Dépôt de marque d’eau de vie, 1925

De 1858 à 1959, les marques étaient déposées au greffe par l’entrepreneur, accompagnées le plus souvent d’un dessin ou d’une étiquette. Le dépôt était valable pendant 15 ans et devait être signé par le déposant et le greffier. Cela permettait au propriétaire de protéger sa marque d’une utilisation par ses concurrents. Tous les signes identiques ou similaires à la marque du déposant étaient interdits. Monsieur Hautier Auguste Désiré dépose le 16 juillet 1925 la marque  « DONNE-ME EUN BONN’ GOUTT’ » au greffe du tribunal de commerce d’Elbeuf. Le contrat est certifié par les signatures et le tampon du tribunal de commerce d’Elbeuf. La marque s’appose sur tous ses produits : bouteilles d’eau-de-vie de cidre, emballages, récipients, factures imprimées, papiers de commerce, ainsi que ses publicités.  Elle peut être déposée sous différentes couleurs et dimensions et demande à être le propriétaire exclusif de son invention. « DONNE-ME EUN BONN’ GOUTT’ », en cauchois, est accompagnée du dessin d’un Normand assis sur un tonneau, qui semble lever son verre à l’eau-de-vie de cidre.
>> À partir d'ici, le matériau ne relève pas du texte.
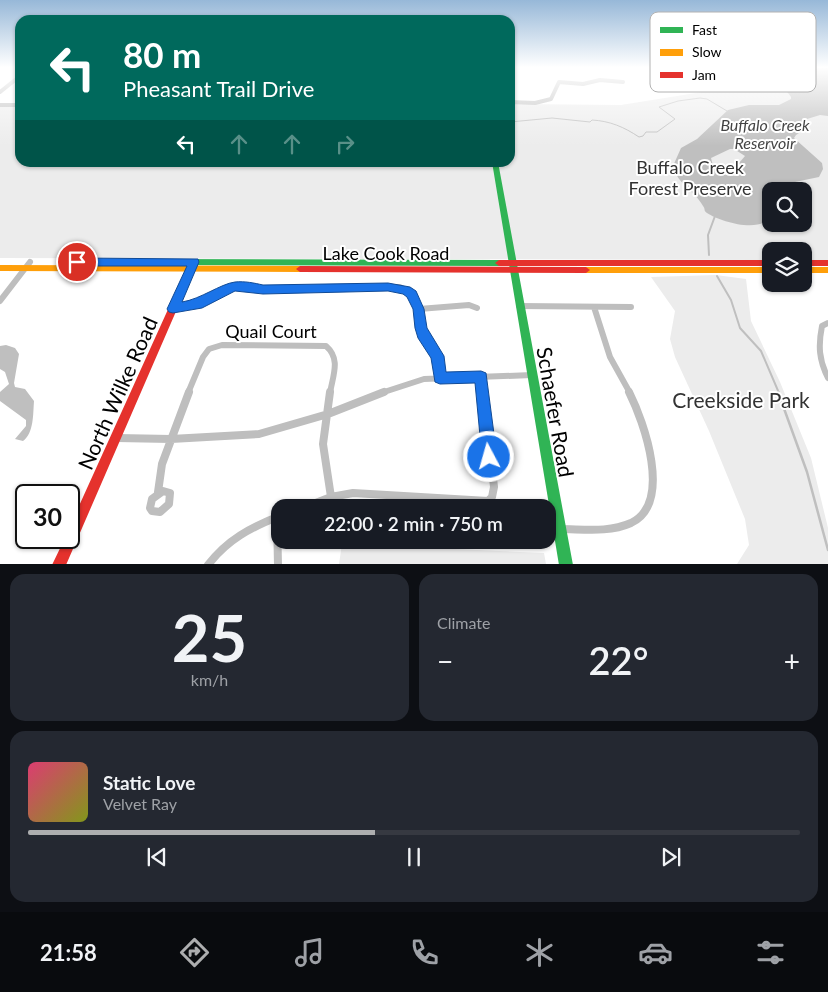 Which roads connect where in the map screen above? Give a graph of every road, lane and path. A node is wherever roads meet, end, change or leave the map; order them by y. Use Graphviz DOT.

La législation est restée en vigueur jusqu’en 1964, date où apparaissent de nouveaux modes d’acquisition pour les marques.

Ce document est présenté au Pôle culturel Grammont dans l’exposition « A nos marques ! ».

Modèle pour l’impression ; registre de dépôt des marques de fabrique, dépôt du 16 juillet 1925.
Fonds du Tribunal de commerce d’Elbeuf, 6 U 2/132 et 6 U 2/136.